There were many times in medical school when in truth I just wanted to give up. There were flashcards during bath time while listening to their day, color time (me with my anatomy pictures and kids with Mickey mouse coloring books), brutal 12-hour emergency medicine rotation shifts in a Level I trauma center straight hours on my 8th month pregnant swollen feet, 2 am study sessions and countless other moments where it seemed like my achievement was near impossible. Cruising on US state road 1 at 5 am headed to my away rotation at Duke University, one hand on the stirring wheel and the other cupping my breast to the phlange of my manual breast pump has been some of the most peaceful times for me in medical school. I missed many family days in the park, birthdays and some of my children’s big firsts. Classmates organized group text and sent me invites to parties, study get-togethers, and other fun social medical student events to promote class camaraderie. But they became more and more sparse as nearly all were turned down with the excuse that I had to be "mom-only" on the weekend to soothe the guilt I felt from my Monday through Friday tireless academic vigor. And I struggled with each class and task but no achievement or pass (no matter how narrow the margin) was too little to celebrate because it brought me closer inch by inch to achieving the dream many said was impossible. Meanwhile, my classmates breezed through courses, board exams, rotations and shelf exams. I have had to turn a four-year degree into much longer taking time off to ensure my kids' morale, education, and psychological security was the priority while my husband was traversing foreign grounds littered with IEDs.

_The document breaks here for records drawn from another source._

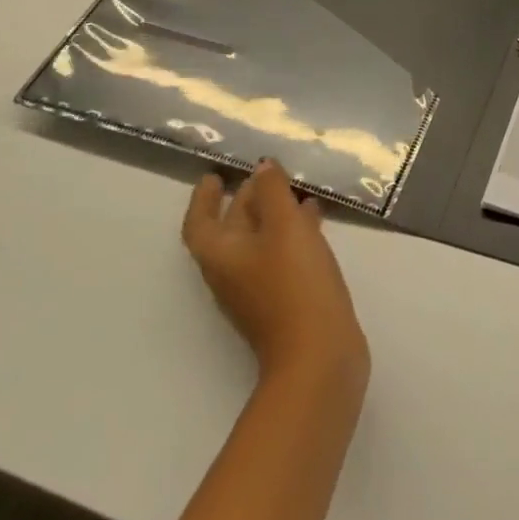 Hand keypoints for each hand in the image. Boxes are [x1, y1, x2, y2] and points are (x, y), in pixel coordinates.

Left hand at [182, 162, 369, 393]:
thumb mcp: (285, 227)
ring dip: (272, 214)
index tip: (214, 175)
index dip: (204, 198)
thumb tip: (262, 167)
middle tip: (267, 173)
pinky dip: (292, 232)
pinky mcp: (285, 298)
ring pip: (259, 241)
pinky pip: (281, 254)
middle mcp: (233, 273)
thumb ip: (273, 192)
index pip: (201, 222)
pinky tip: (316, 221)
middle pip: (231, 229)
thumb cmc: (294, 283)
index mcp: (222, 255)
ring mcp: (258, 289)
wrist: (317, 352)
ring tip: (297, 189)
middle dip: (246, 199) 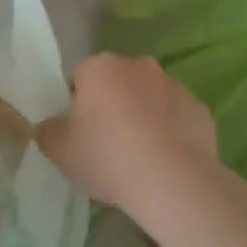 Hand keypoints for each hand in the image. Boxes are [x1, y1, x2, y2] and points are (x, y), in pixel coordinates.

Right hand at [34, 53, 217, 209]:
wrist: (173, 181)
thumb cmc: (107, 157)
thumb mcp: (59, 150)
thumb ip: (47, 132)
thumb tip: (49, 126)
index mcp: (100, 67)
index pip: (78, 75)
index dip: (74, 102)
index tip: (78, 131)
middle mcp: (137, 65)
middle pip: (115, 81)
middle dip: (110, 103)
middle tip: (106, 143)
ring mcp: (172, 84)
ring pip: (148, 96)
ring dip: (141, 114)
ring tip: (139, 155)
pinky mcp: (198, 108)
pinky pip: (176, 115)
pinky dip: (169, 130)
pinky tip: (165, 160) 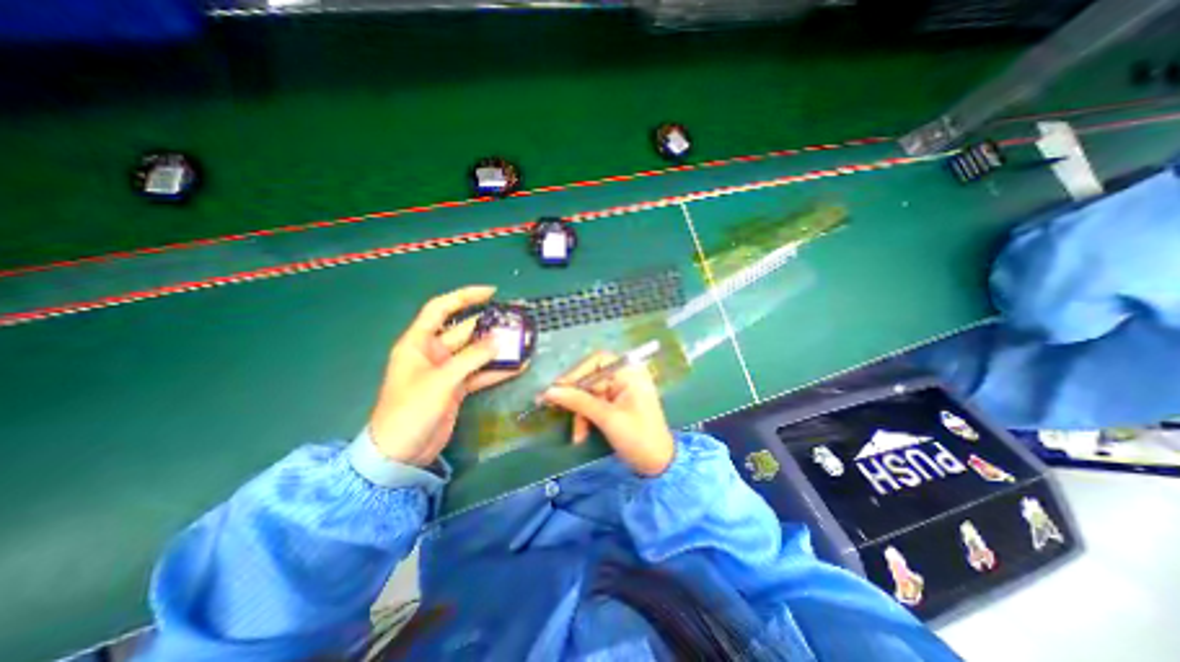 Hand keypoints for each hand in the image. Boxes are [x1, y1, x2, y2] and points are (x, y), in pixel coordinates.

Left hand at [367, 287, 524, 467]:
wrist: (401, 453)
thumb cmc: (410, 410)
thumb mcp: (441, 381)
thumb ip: (472, 358)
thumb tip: (500, 340)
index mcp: (419, 343)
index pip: (441, 308)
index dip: (465, 296)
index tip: (492, 293)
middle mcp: (433, 352)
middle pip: (464, 331)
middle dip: (489, 325)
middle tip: (516, 321)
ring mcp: (447, 371)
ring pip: (476, 352)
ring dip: (496, 348)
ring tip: (522, 341)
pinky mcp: (457, 388)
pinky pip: (480, 373)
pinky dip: (497, 370)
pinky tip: (518, 366)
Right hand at [540, 352, 671, 476]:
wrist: (658, 464)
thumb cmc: (638, 437)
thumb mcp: (607, 418)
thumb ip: (578, 401)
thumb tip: (549, 391)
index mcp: (630, 372)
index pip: (597, 361)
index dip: (575, 372)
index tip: (557, 388)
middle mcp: (625, 376)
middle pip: (591, 378)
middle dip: (576, 398)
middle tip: (553, 408)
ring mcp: (621, 390)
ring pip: (589, 394)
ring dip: (580, 413)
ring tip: (577, 435)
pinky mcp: (616, 404)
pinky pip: (594, 404)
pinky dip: (586, 418)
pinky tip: (582, 435)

Having kids was a restriction, certainly unfavorable at times for me as a professional student and without a shadow of a doubt made my achievement unusually difficult at times. So yes some could say I was disabled by the weight and the responsibility of a young growing family and a career military officer. I thought back on challenges I faced raising our babies and juggling medical school sometimes completely alone with a husband deployed often and for as long as a year at a time. But there were countless more times that my choosing to be disabled during one of the most difficult and demanding periods of my professional and academic career was so very worth it. Hearing my children meticulously recite the journey of food through their gastrointestinal tract from beginning to end, finding sweet drawings/messages they would leave for me on the pages of my medical books but most importantly the sparkle of pride in their eyes as they tell a friend, family and even strangers that their mommy is a "real-life doctor". I have grown exponentially in every aspect and role of my life simply because I had no choice since giving up was not an option. Every step of this process for me I limped my way through, tired and many days with tears in my eyes as I learn the finesse of balancing work and family, professional and personal. It has truly been a labor of love and of true passion. One that has touched the little lives of every single child in our home. If my children learned nothing else from this process they know what hard work looks like and how to study (we often did so together), that they have no excuse to not achieve, that mommy never gave up and that nothing you truly want that sets you apart comes easy. As I prepare to celebrate my final achievement as a medical school student...conferring of my Doctorate of Medicine degree, I am excited by the testimony that my life full of bumps, bruises, wins, and losses creates for not only my children but other moms that assume this "disability" early and often in their medical career as I did. I have no regrets academically or personally and am completely fulfilled as a doc in training with a big, happy growing family.